Conflict Prevention, Post-Conflict Transformation, and the Conflict, Disaster Risk and Sustainable Development Debate

27th November – 1st December 2016

Freetown, Sierra Leone

Hosted by the University of Sierra Leone

In Collaboration with the

10th Dealing with Disasters Conference Series

Northumbria University, UK and Sakarya University, Turkey




Most wars fought in the world are now civil conflicts although they attract less global attention compared to international conflicts. Because civil wars are increasingly common in developing countries and go on for years, a report by the World Bank in 2003 argued that civil war is now an important issue for development. War represents an obstacle to development, and conversely, development can prevent war. ‘This double causation gives rise to virtuous and vicious circles. Where development succeeds, countries become progressively safer from violent conflict, making subsequent development easier. Where development fails or is inappropriate, countries are at high risk of becoming caught in a conflict trap in which war wrecks the economy and increases the risk of further war’ (Collier et al, 2003). A parallel rationale has accompanied the world of disaster prevention in general, whereby for the case of poorer countries effective disaster risk reduction has often become synonymous with sustainable development actions, though little cross application has been made to conflict risk reduction.
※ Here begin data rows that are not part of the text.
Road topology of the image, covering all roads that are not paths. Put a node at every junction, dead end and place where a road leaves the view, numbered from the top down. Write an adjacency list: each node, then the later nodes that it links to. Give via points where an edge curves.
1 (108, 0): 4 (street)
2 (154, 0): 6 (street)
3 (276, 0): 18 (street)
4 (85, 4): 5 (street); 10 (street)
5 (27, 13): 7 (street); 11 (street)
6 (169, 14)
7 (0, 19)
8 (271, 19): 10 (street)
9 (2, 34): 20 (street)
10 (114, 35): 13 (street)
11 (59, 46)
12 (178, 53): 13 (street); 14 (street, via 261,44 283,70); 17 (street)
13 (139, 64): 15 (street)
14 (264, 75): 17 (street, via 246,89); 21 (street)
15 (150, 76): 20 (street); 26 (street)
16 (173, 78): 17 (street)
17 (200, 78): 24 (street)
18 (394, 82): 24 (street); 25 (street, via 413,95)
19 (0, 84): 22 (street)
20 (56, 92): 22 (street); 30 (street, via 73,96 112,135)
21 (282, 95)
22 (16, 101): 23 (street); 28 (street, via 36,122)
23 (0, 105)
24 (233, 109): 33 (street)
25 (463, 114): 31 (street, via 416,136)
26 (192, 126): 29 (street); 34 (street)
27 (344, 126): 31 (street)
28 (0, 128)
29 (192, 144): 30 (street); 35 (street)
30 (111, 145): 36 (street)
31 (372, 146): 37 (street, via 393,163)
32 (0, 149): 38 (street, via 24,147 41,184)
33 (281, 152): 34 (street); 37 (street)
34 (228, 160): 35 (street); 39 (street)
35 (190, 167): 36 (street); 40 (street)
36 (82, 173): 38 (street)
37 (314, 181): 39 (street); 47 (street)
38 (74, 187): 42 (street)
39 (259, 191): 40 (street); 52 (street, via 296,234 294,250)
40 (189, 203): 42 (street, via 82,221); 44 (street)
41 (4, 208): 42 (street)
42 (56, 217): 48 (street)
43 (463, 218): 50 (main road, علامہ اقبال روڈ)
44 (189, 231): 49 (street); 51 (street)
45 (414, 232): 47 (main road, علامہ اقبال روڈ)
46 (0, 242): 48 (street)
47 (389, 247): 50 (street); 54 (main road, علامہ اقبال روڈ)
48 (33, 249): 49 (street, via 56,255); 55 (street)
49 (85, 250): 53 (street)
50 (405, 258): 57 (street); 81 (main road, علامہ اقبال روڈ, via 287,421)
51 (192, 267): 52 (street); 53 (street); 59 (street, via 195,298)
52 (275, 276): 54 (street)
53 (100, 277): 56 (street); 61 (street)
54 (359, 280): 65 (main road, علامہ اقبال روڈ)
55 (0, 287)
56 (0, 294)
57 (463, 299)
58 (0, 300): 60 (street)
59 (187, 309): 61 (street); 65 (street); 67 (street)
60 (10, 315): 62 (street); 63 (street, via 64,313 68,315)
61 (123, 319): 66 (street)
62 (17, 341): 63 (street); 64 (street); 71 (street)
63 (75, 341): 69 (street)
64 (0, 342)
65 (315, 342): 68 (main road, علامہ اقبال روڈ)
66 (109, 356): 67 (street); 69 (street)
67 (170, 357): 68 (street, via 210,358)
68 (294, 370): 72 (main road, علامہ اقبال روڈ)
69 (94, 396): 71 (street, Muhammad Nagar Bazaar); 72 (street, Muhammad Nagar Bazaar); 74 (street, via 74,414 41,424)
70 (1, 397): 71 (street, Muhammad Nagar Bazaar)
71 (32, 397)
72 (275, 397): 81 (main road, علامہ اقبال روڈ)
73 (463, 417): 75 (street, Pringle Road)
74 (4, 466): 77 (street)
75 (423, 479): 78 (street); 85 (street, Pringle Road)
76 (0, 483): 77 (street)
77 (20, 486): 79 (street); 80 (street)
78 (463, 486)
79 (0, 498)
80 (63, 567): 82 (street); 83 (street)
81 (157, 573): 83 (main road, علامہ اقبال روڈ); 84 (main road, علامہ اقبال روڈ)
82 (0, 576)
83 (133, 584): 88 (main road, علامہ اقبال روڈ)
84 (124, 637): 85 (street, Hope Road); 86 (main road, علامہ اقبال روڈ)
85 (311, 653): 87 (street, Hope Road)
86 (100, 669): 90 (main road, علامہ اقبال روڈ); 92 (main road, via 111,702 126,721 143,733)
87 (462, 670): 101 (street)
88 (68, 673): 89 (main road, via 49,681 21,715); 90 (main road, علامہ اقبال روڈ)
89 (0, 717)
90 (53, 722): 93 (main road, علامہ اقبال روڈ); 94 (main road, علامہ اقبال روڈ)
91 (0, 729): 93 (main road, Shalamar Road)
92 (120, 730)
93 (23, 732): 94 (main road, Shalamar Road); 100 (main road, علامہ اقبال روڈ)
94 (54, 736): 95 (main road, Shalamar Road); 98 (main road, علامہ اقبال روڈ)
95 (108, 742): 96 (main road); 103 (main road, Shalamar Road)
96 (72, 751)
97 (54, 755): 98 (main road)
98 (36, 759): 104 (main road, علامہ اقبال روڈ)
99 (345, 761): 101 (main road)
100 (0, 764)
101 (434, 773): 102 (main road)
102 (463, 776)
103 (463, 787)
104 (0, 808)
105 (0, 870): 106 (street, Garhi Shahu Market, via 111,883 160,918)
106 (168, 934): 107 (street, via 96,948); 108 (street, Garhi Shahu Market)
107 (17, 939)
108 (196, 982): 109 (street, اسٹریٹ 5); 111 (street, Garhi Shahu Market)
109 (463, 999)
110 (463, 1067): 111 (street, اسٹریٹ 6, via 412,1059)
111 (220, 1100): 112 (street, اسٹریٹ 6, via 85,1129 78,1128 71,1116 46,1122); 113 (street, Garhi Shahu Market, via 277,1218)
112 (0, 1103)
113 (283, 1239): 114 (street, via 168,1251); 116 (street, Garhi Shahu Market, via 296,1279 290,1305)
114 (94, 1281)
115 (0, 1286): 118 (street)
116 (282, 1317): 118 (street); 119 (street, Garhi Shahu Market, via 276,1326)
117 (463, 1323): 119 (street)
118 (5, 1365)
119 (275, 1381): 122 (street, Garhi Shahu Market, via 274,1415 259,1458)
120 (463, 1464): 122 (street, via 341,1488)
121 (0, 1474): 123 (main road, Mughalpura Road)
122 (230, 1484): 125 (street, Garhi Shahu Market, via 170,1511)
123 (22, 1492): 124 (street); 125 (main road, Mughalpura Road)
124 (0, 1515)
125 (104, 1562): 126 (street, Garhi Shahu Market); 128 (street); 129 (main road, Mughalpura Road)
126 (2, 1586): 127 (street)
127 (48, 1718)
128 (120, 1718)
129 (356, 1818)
Civil wars have increases the most in deprived parts of the world because the international community, nation states and private sector has done little to prevent these through sufficiently pro-active development projects. Meanwhile, global instability through locally and internationally driven extremist behaviour threatens the aspirations of conflict and disaster risk reduction. It is recognised that a lack of sustainable development, which is manifest in the form of poverty, has been responsible for exacerbating conflict in Africa, Latin America, the Middle East, Eastern Europe, the Gulf, the Caucuses, and Southeast Asia. Whilst conflict and violence may have many origins, poverty and conflict are two dependent variables that can cause each other leading to human disasters that become protracted. Where conflict reduction and good governance prevails the effects of environmental disasters can be better reduced. This requires more comprehensive approaches to development, peace and human security. Far from being an ideological dream, there is evidence that strengthened communities offset potential disaster impacts through enhancement of their education, health and wellbeing.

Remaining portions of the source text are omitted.